Hosein was a Muslim by descent. His late father, although not having a religious training, was deeply interested in Islam and had a library of Islamic books. Hosein’s interest in Islam thus was sparked at an early age, leading him to study in Karachi, Pakistan at a university there, where he ultimately graduated. Hosein’s life as a religious leader in a sense emerged from his commitments to Islam. Wishing to live an Islamic way of life meant immersing oneself in Islam and in this process one receives the respected titles of Imam and Sheikh by the community.
As a Muslim, Hosein emphasizes the Tawhid or oneness of God and that Mohammed is his final prophet as the foundations of Islam. Accordingly, the Qu’ran as delivered to Mohammed by Allah is the utmost authority in Islamic tradition. In addition to the Qu’ran, there are also hadiths which recount Mohammed’s own life and how he lived which are crucial to helping Muslims understand how to live an Islamic way of life. However, as Hosein also stresses, the Qu’ran is the ultimate authority, and all hadith must be read in light of the Qu’ran so as to detect their legitimacy.
Hosein continually emphasizes that Islam is a religion that fights against all forms of social oppression. Accordingly, Islam is a deeply socially conscious religion, attempting to realize social justice in a world that is fundamentally unjust. One of the key reasons that Islam is so demonized in the Western world, Hosein says, is that because it is precisely a force of social justice, whereas the West is concerned only with phenomena such as capitalism and consumerism. Islam appears hostile to the West because Islam emphasizes oppression, while the capitalist system is by definition meant to be oppressive. For example, Hosein has very strong feelings about social justice.
He mentions his daughter, who works as a domestic servant in Indonesia. Hosein considers such low-paying jobs to be a form of slavery, in so far as those who hire these domestic servants would never work for the same wages. Accordingly, they are violating a code of social justice and exploiting others. In this regard, for Hosein, countries such as the United States are deeply non-religious, more interested in promoting a specific exploitative economic ideology such as capitalism while pursuing an aggressive foreign policy. If there are religious people in the United States, these are ultimately hypocrites to the extent that they are supporting an inhumane government.
For this reason, social work and religion are entirely compatible, as religion helps clarify where issues of social injustice lie and how they should be opposed. As Hosein mentions, one of the five fundamental pillars of Islam is the zakat, or giving 2.5% of one’s savings to those in need: this makes Islam a socially just and active religion by definition. Social workers should therefore actively engage those they work with on religious levels because the traditional religions also have ethical principles. For this same reason, Hosein also rejects the trendy separation of religion and spirituality as a failure of traditional Western religious institutions to address their communities. The biggest challenge to practicing one’s religious beliefs in the United States, as Hosein notes, is simply the aggressive capitalist system, whose foreign policy is violent and its ethical concerns non-existent.

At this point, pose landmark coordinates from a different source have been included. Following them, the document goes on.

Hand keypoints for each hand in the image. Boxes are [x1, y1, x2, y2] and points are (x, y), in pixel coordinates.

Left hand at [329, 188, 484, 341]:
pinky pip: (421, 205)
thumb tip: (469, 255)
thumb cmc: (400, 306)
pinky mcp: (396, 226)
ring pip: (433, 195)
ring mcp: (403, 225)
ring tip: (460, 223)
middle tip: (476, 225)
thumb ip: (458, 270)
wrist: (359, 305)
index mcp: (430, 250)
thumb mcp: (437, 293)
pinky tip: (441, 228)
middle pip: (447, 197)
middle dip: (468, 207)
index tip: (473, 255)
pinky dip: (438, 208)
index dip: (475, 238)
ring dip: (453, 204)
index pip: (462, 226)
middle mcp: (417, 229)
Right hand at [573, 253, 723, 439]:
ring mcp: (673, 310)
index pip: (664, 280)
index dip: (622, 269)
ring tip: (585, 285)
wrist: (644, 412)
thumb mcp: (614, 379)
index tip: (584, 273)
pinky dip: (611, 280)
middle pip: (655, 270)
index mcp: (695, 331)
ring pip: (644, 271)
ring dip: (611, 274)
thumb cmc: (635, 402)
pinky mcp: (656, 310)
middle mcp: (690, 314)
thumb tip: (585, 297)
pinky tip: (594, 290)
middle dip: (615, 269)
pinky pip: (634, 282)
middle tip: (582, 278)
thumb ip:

Hosein’s thoughts are especially compelling because they emphasize the social duty of religious leaders. Religion is not only about the after life, but an ethical code about how to live in this world. From this perspective, Hosein advocates a strong relationship between religion and social justice and social work: religion is about community, as is social work. At the same time, Hosein presents many intriguing diagnoses of what is wrong with the current world. The aggressive capitalist system, the exploitation of individuals, demonstrates the essentially non-religious essence of the West. At the same time, Hosein is also very critical of Muslim leaders who also collaborate in this capitalist system throughout the world, thereby neglecting the fundamental link in Islam, and other religions such as Christianity which Hosein mentioned, between faith and social justice.